Biden and Solis also heard from Tom Volta, vice president of Human Resources for UPS, who discussed the Metropolitan College partnership with JCTC and the University of Louisville and the multi-billion dollar impact it has had on the region.
Five Kentucky Community & Technical College System colleges and their partners were highlighted during a panel discussion at the BCTC Leestown Campus. JCTC was invited to showcase its partnerships with Ford Motor Company and UPS. The college has provided training programs for the Louisville Ford plants for about 20 years and has played an integral role in training employees in the recently renovated Fern Valley Road plant. JCTC also partners with UPS and the University of Louisville on Metropolitan College, in which students work for UPS overnight operation in exchange for paid tuition and books at JCTC or U of L. The partnership is growing to transition students into full-time jobs with GE, Norton Healthcare, Ford, Thorntons, Texas Roadhouse and others.

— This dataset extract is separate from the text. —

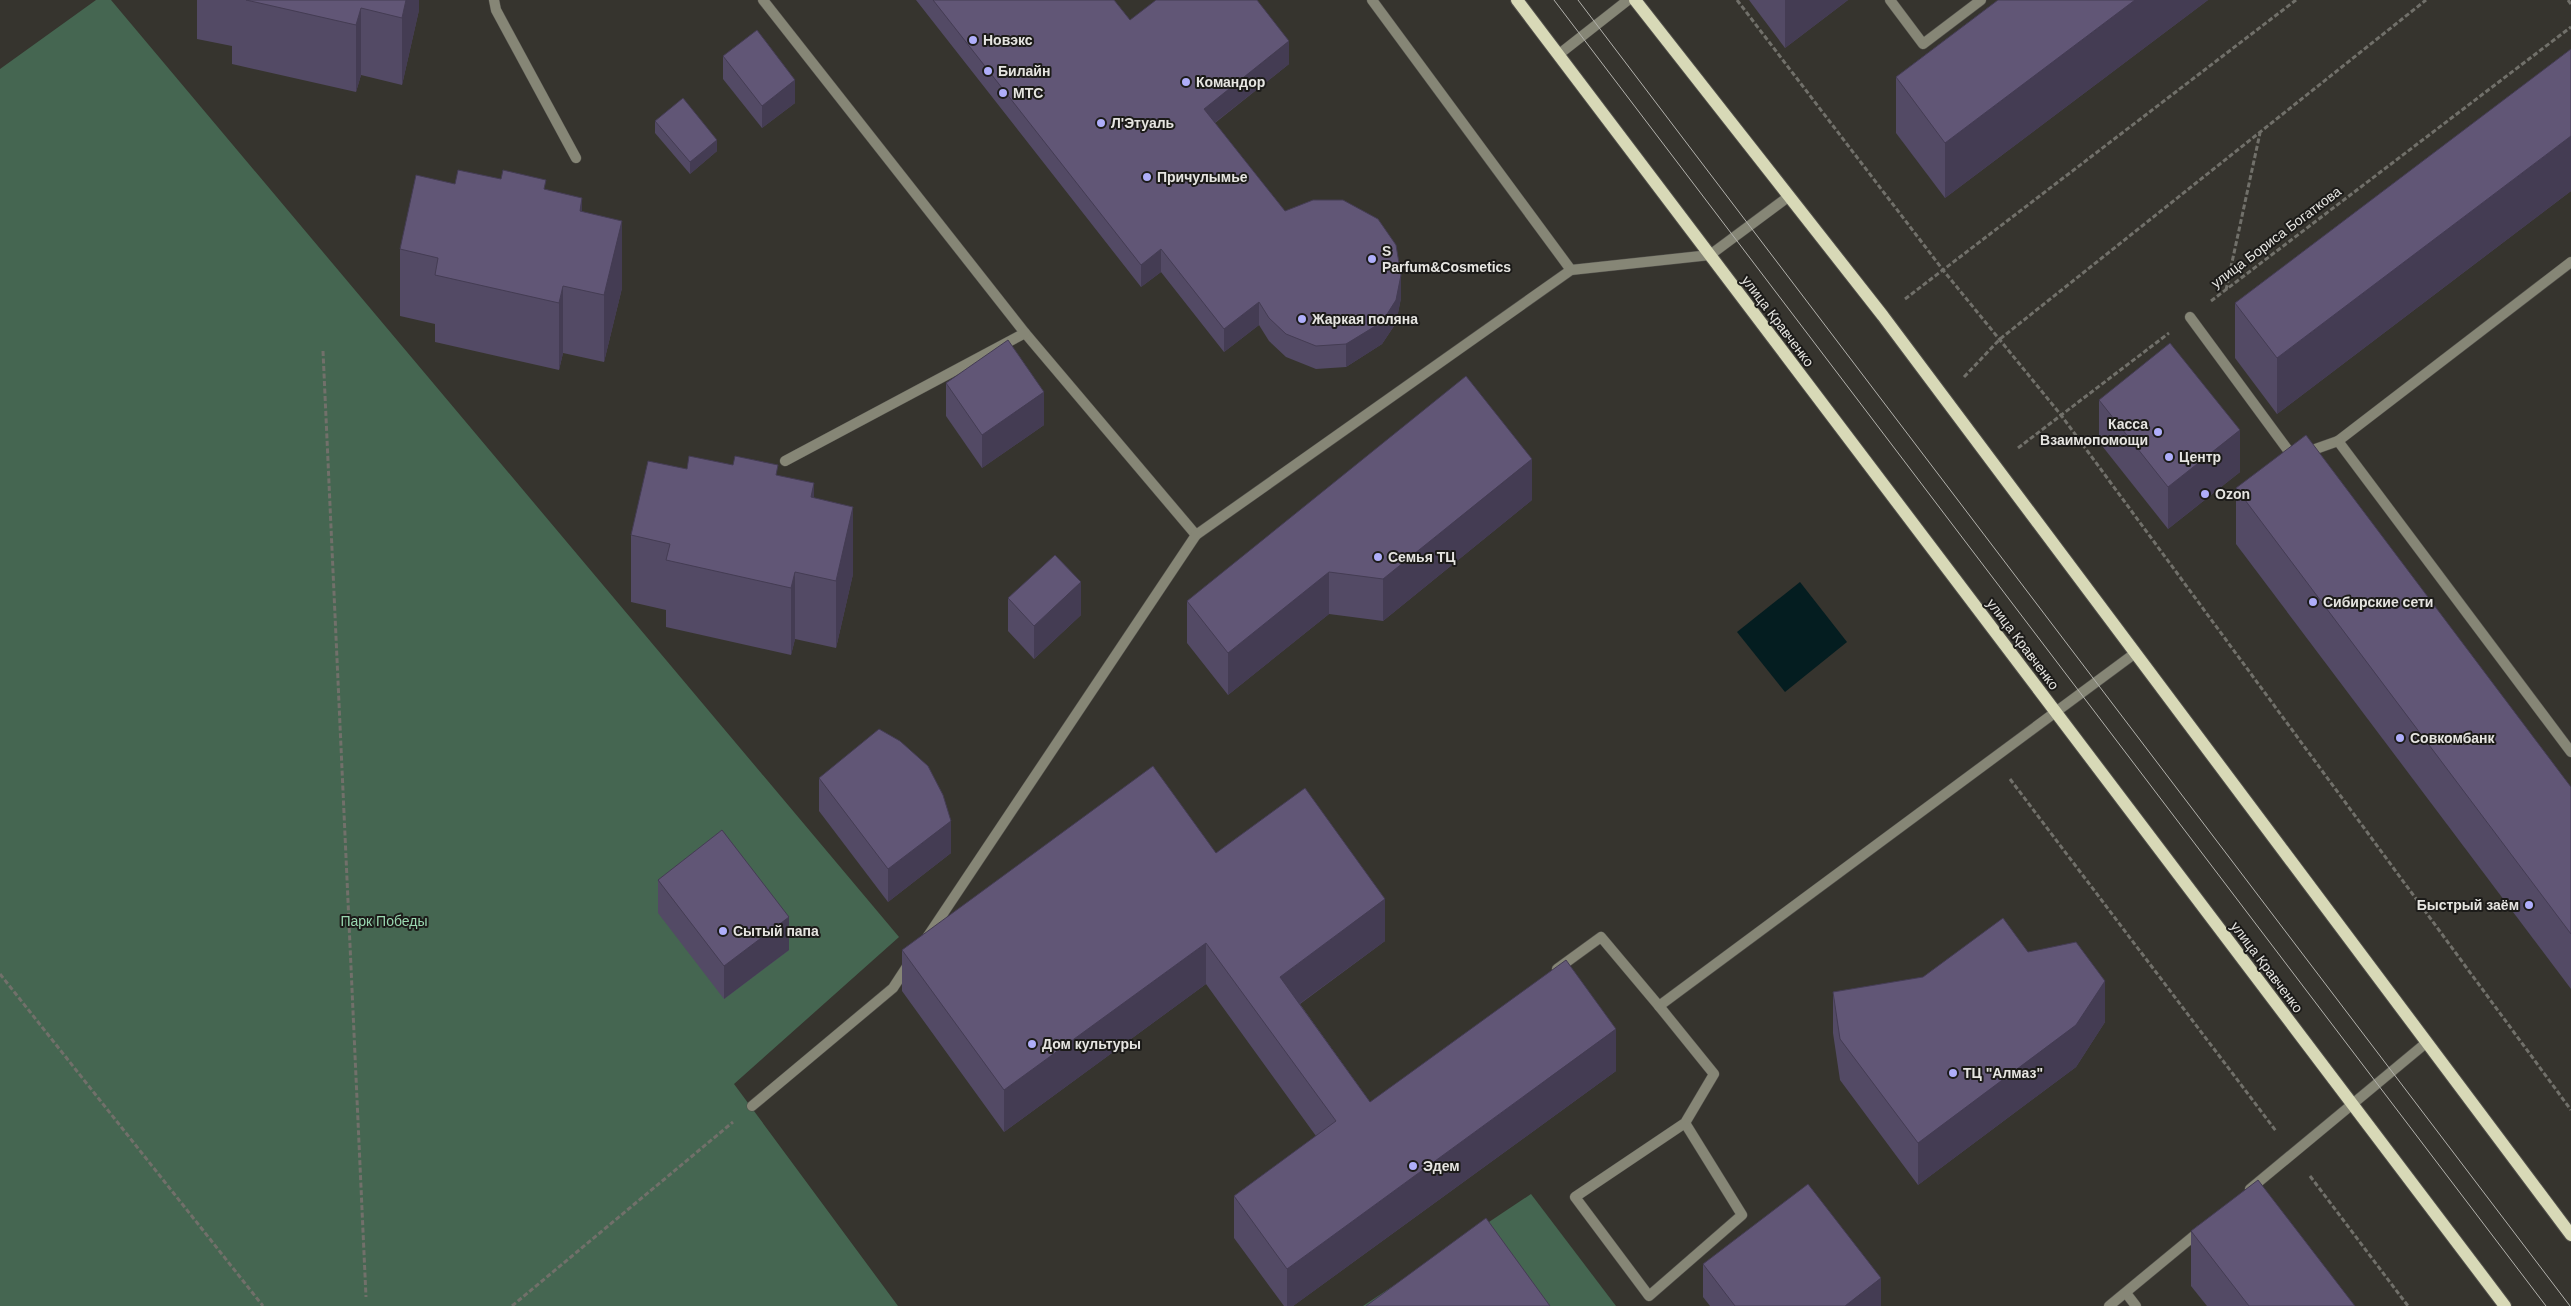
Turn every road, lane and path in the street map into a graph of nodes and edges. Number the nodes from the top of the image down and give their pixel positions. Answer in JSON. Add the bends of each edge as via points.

The other four KCTCS colleges were Bluegrass Community and Technical College (Transposagen Biopharmaceuticals; Darah Johnson, student); Hopkinsville Community College (Gateway Medical Center; Danny Lamont Anderson, former student); Somerset Community College (Jackson Energy; Jeremy Raborn, former student); and West Kentucky Community and Technical College (Plumbers & Steamfitters Local 184; Corey Hicks, former student).
The “Community College to Career” bus tour evolved earlier this month after President Obama announced a new $8 billion Community College to Career Fund. The Fund is co-administered by the Department of Labor and Department of Education to forge new partnerships between community colleges and businesses to train two million workers with skills that will lead directly to jobs.
The bus tour began in Columbus, Ohio and will end on Feb. 24, 2012, in Thomasville, North Carolina. The visit to BCTC was the only stop in Kentucky.